At first, I thought it was a trick of the sun—a reflection from a window or a car mirror. But this light was wrong. It spilled from the ground like pale liquid, curling around her ankles, then her legs, climbing silently. It cast no shadow. People walked through it without noticing. Cars passed as if it weren't there.

But she noticed.

She looked down, confusion softening her features, and lifted a hand as if to touch the glow.

That's when I heard the horn.

A truck, barreling too fast. The driver hadn't seen the light. She hadn't seen the truck.

Time didn't slow—it stretched, thin and fragile.

I didn't think.

I ran.

My shoulder struck her side, shoving her back onto the sidewalk. She stumbled, falling hard, the light peeling away from her like a second skin tearing free.

The truck roared through the space where she had stood.

I didn't see where she landed.

Because the light—her light—now closed around me.

It didn't feel like being hit. It felt like being unmade. A million points of cold, pulling me apart into nothing.

I came back together on cold stone.

The air was dry and sharp, like after a lightning strike. I pushed myself up, palms scraping on smooth, dark rock. I was in a cave. A huge, tunnel-like cave, glowing with its own grey light. I was alone.

A flicker of blue light sparked before my eyes. I flinched.

The light sputtered. It formed jagged, broken lines before shattering into static.

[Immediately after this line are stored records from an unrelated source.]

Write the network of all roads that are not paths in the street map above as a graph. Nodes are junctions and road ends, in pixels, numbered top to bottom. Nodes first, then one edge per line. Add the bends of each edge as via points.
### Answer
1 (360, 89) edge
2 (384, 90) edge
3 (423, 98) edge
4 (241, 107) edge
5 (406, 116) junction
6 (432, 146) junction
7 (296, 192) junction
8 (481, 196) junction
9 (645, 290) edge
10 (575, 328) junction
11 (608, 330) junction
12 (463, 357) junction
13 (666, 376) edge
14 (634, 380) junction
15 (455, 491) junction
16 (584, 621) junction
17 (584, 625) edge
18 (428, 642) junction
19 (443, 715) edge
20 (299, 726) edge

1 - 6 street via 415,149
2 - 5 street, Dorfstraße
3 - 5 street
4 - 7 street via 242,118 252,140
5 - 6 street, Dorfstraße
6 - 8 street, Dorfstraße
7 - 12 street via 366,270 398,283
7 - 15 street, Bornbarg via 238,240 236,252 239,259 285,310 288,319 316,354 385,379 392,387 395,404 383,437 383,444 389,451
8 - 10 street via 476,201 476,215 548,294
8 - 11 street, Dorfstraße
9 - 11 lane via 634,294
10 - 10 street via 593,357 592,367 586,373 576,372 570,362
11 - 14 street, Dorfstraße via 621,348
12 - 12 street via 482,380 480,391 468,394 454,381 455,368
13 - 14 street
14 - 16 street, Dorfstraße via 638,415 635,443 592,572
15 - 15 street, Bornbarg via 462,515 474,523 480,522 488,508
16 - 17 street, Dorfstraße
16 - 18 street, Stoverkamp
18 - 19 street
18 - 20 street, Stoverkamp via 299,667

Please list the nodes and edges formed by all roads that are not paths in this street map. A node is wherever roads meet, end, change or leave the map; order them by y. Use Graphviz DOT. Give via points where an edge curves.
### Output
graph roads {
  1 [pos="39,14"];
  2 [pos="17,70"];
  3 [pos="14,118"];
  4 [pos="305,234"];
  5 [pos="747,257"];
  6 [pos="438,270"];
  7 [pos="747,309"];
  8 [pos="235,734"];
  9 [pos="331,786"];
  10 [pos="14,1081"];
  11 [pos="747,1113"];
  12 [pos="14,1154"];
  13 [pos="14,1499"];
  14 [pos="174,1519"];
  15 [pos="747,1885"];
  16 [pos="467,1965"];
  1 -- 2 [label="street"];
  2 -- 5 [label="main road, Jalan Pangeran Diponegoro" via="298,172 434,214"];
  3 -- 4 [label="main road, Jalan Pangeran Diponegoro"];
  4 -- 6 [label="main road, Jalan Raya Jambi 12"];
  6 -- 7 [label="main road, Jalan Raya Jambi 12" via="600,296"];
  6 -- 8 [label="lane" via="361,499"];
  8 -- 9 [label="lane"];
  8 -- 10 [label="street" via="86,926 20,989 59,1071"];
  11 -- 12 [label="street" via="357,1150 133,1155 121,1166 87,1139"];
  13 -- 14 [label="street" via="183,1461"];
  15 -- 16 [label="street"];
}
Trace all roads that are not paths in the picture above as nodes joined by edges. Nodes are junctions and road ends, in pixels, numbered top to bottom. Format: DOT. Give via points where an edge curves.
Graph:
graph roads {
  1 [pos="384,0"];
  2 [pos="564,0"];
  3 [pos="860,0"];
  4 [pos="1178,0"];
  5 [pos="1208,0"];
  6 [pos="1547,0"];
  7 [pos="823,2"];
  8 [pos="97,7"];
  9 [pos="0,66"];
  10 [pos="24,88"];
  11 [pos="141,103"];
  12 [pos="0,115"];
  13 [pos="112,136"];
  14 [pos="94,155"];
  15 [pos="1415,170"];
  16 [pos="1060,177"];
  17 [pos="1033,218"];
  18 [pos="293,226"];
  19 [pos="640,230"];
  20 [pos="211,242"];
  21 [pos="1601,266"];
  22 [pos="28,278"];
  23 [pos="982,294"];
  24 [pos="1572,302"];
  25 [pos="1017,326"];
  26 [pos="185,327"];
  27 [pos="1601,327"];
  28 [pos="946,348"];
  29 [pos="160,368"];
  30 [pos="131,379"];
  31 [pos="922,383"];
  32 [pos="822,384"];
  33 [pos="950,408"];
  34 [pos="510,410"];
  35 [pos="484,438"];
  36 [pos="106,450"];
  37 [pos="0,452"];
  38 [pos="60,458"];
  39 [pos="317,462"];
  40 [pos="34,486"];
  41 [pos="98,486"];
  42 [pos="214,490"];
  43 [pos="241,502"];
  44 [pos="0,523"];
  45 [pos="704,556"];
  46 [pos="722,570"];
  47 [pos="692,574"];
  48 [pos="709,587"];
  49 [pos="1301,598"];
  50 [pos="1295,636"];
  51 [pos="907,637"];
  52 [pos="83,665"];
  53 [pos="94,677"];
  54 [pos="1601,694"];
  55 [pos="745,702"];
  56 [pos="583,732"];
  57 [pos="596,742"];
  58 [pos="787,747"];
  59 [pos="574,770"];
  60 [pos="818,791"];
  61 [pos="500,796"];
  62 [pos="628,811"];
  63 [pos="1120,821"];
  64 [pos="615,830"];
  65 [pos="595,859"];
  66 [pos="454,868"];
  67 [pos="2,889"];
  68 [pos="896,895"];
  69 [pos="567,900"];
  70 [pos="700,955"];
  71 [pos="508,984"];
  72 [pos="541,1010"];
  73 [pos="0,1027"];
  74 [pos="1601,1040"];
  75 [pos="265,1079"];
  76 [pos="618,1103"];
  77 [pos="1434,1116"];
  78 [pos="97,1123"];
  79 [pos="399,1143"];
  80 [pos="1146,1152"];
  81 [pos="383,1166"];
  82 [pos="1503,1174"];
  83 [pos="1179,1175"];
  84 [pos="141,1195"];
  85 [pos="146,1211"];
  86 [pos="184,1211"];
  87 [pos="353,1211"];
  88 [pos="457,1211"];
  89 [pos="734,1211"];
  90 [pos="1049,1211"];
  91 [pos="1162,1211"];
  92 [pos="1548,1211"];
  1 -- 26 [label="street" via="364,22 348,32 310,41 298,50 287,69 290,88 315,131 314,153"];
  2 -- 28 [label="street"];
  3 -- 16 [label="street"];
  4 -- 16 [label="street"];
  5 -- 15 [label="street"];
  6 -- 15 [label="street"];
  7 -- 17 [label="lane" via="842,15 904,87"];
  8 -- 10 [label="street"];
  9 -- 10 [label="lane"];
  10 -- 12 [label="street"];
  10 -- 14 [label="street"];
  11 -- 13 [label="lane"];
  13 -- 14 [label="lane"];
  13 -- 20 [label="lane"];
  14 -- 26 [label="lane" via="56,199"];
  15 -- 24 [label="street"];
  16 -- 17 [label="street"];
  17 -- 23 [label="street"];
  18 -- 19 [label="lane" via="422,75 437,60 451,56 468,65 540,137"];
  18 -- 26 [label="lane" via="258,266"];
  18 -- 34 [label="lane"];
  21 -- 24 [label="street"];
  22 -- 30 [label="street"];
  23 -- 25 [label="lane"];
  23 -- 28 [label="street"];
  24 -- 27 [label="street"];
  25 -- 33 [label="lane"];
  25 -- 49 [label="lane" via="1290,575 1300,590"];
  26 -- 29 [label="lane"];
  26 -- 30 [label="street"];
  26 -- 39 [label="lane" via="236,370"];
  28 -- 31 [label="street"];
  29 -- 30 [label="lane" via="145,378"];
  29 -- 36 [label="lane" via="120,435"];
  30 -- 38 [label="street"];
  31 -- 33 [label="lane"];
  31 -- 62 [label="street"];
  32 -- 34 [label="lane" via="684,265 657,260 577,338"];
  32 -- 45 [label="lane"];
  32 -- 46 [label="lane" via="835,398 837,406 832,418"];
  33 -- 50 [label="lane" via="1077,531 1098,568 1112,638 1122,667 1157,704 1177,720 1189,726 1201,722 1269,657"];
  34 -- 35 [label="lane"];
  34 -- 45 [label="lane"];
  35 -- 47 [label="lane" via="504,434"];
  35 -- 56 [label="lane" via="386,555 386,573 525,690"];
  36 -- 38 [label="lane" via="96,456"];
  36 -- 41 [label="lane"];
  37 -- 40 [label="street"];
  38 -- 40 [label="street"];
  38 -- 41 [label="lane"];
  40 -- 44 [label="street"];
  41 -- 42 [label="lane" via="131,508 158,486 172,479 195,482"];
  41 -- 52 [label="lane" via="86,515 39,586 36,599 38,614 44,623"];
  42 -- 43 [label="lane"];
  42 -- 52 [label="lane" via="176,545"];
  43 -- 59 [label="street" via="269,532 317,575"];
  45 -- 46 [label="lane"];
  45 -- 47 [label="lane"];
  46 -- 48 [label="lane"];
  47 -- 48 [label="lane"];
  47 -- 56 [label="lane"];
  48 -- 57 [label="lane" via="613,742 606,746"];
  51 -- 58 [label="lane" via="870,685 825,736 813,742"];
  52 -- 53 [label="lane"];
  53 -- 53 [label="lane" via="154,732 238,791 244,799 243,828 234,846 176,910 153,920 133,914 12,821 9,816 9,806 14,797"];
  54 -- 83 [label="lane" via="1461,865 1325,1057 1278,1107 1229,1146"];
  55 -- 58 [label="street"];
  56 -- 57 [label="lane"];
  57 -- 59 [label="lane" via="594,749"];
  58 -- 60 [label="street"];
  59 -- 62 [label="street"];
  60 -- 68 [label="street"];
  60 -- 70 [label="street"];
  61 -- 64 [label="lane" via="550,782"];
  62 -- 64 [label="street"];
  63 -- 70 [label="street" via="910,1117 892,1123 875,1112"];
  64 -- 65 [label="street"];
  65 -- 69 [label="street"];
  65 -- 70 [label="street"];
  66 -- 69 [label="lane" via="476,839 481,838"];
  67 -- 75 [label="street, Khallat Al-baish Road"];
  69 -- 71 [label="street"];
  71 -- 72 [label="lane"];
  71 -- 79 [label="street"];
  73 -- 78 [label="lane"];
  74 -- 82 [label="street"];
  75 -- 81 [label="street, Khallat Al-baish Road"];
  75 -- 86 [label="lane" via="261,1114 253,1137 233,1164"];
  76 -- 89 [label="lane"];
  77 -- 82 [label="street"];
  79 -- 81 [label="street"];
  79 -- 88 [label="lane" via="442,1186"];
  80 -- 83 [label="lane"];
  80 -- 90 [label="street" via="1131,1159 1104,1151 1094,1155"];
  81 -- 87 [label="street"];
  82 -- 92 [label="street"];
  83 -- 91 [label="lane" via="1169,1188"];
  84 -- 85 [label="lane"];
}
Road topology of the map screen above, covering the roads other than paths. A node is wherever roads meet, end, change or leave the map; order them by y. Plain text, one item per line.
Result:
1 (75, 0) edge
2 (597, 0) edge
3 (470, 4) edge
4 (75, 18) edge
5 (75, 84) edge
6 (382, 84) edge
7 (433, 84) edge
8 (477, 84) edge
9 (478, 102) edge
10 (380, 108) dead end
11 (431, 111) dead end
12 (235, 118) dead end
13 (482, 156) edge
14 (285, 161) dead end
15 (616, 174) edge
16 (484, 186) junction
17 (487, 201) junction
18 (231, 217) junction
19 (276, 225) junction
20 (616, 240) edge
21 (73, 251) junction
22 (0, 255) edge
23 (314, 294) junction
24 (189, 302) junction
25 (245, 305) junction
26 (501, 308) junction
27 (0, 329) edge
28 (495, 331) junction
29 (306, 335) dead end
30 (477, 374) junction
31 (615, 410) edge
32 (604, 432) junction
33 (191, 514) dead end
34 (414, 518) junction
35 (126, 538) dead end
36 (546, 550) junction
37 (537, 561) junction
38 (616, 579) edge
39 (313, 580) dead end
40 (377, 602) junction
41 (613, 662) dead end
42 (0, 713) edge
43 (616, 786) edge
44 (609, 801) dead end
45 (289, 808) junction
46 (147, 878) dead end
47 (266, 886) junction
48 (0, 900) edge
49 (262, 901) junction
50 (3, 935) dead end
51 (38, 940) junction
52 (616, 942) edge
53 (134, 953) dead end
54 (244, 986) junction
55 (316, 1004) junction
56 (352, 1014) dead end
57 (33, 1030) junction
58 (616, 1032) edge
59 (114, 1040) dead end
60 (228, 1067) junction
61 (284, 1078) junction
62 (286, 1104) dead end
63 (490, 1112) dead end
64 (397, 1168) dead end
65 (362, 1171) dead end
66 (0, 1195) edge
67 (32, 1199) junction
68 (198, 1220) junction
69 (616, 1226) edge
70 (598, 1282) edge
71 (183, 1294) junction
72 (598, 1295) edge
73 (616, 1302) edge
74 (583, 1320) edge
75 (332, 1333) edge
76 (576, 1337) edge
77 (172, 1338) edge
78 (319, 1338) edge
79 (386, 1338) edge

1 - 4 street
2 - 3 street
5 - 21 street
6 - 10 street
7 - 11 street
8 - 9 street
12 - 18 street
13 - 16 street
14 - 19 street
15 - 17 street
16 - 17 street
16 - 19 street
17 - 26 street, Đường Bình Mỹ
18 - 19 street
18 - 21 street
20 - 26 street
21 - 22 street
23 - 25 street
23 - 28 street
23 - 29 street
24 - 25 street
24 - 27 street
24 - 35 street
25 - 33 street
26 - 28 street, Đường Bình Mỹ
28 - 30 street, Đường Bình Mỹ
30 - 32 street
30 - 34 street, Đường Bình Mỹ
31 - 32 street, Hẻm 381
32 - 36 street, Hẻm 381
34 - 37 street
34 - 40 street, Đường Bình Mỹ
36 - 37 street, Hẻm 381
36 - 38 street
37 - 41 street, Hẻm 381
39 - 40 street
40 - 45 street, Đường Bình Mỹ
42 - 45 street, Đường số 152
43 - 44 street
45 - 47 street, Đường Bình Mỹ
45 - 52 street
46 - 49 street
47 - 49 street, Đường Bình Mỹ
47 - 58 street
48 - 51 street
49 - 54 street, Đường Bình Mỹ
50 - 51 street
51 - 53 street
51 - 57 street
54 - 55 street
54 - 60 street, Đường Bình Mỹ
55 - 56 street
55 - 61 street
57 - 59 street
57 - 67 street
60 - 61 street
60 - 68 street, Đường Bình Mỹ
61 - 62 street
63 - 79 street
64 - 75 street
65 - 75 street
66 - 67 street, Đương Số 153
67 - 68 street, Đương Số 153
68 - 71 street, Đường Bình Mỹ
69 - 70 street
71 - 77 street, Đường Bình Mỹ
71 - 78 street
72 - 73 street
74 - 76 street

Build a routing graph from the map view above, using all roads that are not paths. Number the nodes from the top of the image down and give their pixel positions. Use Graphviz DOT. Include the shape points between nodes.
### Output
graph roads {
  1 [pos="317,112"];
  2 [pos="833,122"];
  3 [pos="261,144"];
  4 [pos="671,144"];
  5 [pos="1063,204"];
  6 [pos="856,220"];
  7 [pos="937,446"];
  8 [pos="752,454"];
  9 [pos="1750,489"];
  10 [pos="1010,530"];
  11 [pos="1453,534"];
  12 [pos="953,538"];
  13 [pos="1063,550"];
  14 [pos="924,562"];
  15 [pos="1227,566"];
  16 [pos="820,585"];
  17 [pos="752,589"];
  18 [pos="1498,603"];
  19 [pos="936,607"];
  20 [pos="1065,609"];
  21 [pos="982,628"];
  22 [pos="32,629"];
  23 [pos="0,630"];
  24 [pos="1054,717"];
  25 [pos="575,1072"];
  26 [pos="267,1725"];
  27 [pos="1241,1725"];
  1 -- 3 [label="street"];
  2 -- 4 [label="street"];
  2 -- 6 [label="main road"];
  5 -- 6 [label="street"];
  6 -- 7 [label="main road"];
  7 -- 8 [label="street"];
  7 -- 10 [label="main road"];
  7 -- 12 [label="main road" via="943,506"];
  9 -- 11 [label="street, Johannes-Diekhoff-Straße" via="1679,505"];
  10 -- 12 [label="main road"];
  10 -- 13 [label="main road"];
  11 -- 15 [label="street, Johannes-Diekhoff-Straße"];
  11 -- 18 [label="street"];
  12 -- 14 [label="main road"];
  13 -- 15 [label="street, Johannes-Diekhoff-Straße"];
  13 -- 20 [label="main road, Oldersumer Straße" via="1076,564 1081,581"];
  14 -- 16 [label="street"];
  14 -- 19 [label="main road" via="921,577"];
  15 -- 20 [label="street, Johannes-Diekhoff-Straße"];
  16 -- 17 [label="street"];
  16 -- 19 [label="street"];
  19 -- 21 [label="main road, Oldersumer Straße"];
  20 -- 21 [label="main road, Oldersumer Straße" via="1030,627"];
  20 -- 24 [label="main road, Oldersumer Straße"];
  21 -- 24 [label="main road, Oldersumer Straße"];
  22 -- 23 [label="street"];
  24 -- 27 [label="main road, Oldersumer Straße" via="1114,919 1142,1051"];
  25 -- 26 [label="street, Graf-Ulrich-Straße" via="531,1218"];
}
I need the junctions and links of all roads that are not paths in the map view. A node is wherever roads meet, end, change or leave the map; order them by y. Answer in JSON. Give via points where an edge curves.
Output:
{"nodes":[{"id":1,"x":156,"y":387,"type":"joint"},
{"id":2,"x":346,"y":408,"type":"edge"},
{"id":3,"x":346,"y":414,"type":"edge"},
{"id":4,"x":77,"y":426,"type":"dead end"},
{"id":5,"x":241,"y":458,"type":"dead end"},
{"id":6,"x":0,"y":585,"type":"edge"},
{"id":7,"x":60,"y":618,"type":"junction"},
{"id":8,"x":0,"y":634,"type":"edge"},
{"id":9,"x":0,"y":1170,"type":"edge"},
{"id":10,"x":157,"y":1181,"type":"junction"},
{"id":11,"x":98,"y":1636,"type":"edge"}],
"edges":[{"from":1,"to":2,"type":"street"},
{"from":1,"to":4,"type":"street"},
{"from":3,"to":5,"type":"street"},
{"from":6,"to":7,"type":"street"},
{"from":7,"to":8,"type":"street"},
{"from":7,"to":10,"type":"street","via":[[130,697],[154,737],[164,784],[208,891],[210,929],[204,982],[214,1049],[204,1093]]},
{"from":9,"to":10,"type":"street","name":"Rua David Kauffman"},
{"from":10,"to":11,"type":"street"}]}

A feeling, not a sound, stabbed behind my eyes: [̸e̷n̸t̵i̵t̴y̶ ̶n̴o̸t̷ ̵f̶o̶u̸n̴d̵]̷

Then, nothing. No instructions. No help.

A growl echoed from the dark. A creature stepped into the gloom. It was a wolf, but its fur was made of coarse, grey rock. Cracks in its stone skin pulsed with soft blue light. Its eyes were solid black.

It stared right at me. It looked hungry.

I froze. I had nothing. No stick, no knife.

The stone-wolf charged. It was fast.

I threw myself sideways, rolling behind a rock. Its jaws snapped shut on empty air with a sound like grinding stones.

I scrambled up. The wolf turned, pacing, cutting off my way back.

Trapped.

As it leaped for me, I threw myself sideways again, sliding on the wet stone near a small pool. My back slid over a perfectly flat section of the floor.

The wolf landed behind me, right where I had been a second before.

The stone beneath its paws flashed a bright, violent red.

SHINK.

Crystalline spikes, sharp and clear as glass, erupted from the ground. They impaled the wolf from belly to throat. It made a choked, grinding sound, twitched once, and went still.

The red light under it faded. The spikes dissolved into dust, leaving the dead wolf on unmarked stone.

I lay on the cave floor, gasping.

The trap. It had been right under me. I had slid directly over that flat stone.

Why hadn't it triggered?

I stared at the spot, then at my own hands. The stone remained inert, just plain rock. For the wolf, it had been instant death.

My heart hammered against my ribs, not just from fear, but from a cold, dawning confusion.

The wolf's body began to crumble, turning to grey ash. Where its heart had been, three small, glowing blue crystals remained, pulsing with a soft, steady light.

I crawled over and picked one up. It was warm, almost alive. I didn't know what it was, but it felt important. Valuable. I put all three in my pocket.

A narrow crack in the wall promised an exit. I took one last look at the dead wolf and the ordinary, deadly stone that had killed it.

The trap hadn't seen me.

Why?

I squeezed into the crack, leaving the cave and its silent question behind me.